PARROTS AND Co
Text, illustration and photographs by Nicole Bouglouan
PSITTACIDAE PICTURES:: PHOTOGRAPHIC RAMBLE
PARROTS OF THE WORLD – An Identification Guide – by Joseph M. Forshaw – Princeton University Press – ISBN 0691092516
HANDBOOK OF THE BIRDS OF THE WORLD vol 4 by Josep del Hoyo-Andrew Elliott-Jordi Sargatal - Lynx Edicions - ISBN: 8487334229
The Cockatoos are large to medium-sized, with strong bill and conspicuous crest. They live in Australasia in variable habitats. They usually have less coloured plumage than Parrots, with mainly black or white plumage, embellished with bright coloured crest or tail. They are gregarious and often seen in large flocks while feeding, flying and roosting.
The Parrots are larger and stockier than Cockatoos, but there are very small races too. The strong bill is slightly slender and sometimes longer and they lack the conspicuous crest. The Parrots are found in Neotropical (South and Central America, Caribbean and Southern Florida), in Afrotropical (Sub-Saharan Africa and Madagascar), in Indomalaya (South and South-east Asia to southern parts of East Asia), and in Australasian ecozones (New Zealand, Australia, Papua New Guinea and Pacific Ocean islands). They live mainly in wooded areas.

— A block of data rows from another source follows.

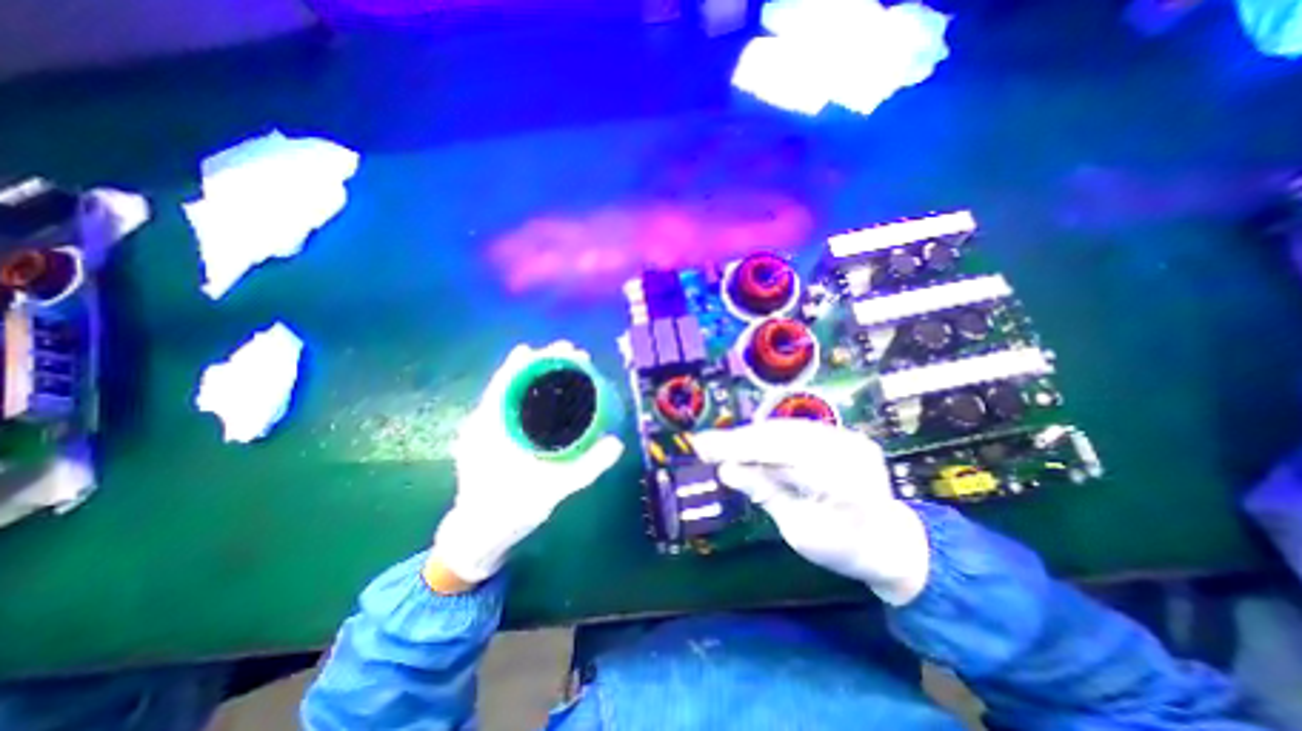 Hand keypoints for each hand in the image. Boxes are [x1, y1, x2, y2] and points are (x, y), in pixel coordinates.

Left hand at [430, 341, 624, 587]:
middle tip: (575, 356)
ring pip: (513, 393)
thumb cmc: (507, 514)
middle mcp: (484, 422)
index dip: (534, 360)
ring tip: (568, 368)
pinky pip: (514, 407)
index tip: (561, 349)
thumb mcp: (549, 492)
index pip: (509, 380)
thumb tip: (617, 443)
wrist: (476, 538)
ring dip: (538, 377)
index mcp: (489, 428)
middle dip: (543, 363)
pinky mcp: (493, 438)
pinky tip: (553, 397)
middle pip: (514, 381)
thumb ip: (584, 469)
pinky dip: (533, 395)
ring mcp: (487, 430)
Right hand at [696, 419, 931, 601]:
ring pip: (786, 428)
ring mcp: (848, 438)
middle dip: (739, 439)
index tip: (703, 447)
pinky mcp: (841, 434)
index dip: (739, 447)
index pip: (782, 453)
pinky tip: (745, 443)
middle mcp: (848, 449)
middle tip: (703, 444)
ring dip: (749, 437)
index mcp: (845, 481)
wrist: (890, 543)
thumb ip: (766, 494)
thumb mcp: (800, 533)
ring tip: (718, 444)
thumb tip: (727, 470)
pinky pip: (795, 431)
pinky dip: (766, 437)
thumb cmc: (845, 551)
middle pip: (782, 435)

Parrots usually have colourful plumage. Most of them show green plumage with bright coloured parts such as head, wings or tail, but many different patterns are found among them, which are the characteristic feature of these wonderful birds.
Cockatoos and Parrots feed mainly on fruits, nuts, seeds, buds and flowers from palm trees and several other plants’ species. They feed both in trees and on the ground. These birds often use one foot as a third hand, taking the item with the foot, and bringing it to the strong bill which allows to crack open very hard nuts.
Cockatoos and Parrots utters loud, harsh, raucous calls as contact calls within the flock, nest defence, alarm calls, and also softer sounds with young at nest.
All these birds are cavity-nesters, except the Monk Parakeet which builds a large colonial nest high in trees. Such nests, made with thorny twigs, are maintained all year round, and are used as roost outside the breeding season.
The other members of the Psittacidae family nest in natural cavities such as holes in trees, crevices in cliffs, or any suitable structure, but also in nest-boxes.
The eggs are always white. Usually, both sexes share the nesting duties. The period at nest is relatively long, lasting several weeks, and then, the young and their parents remain in family groups until the next breeding cycle.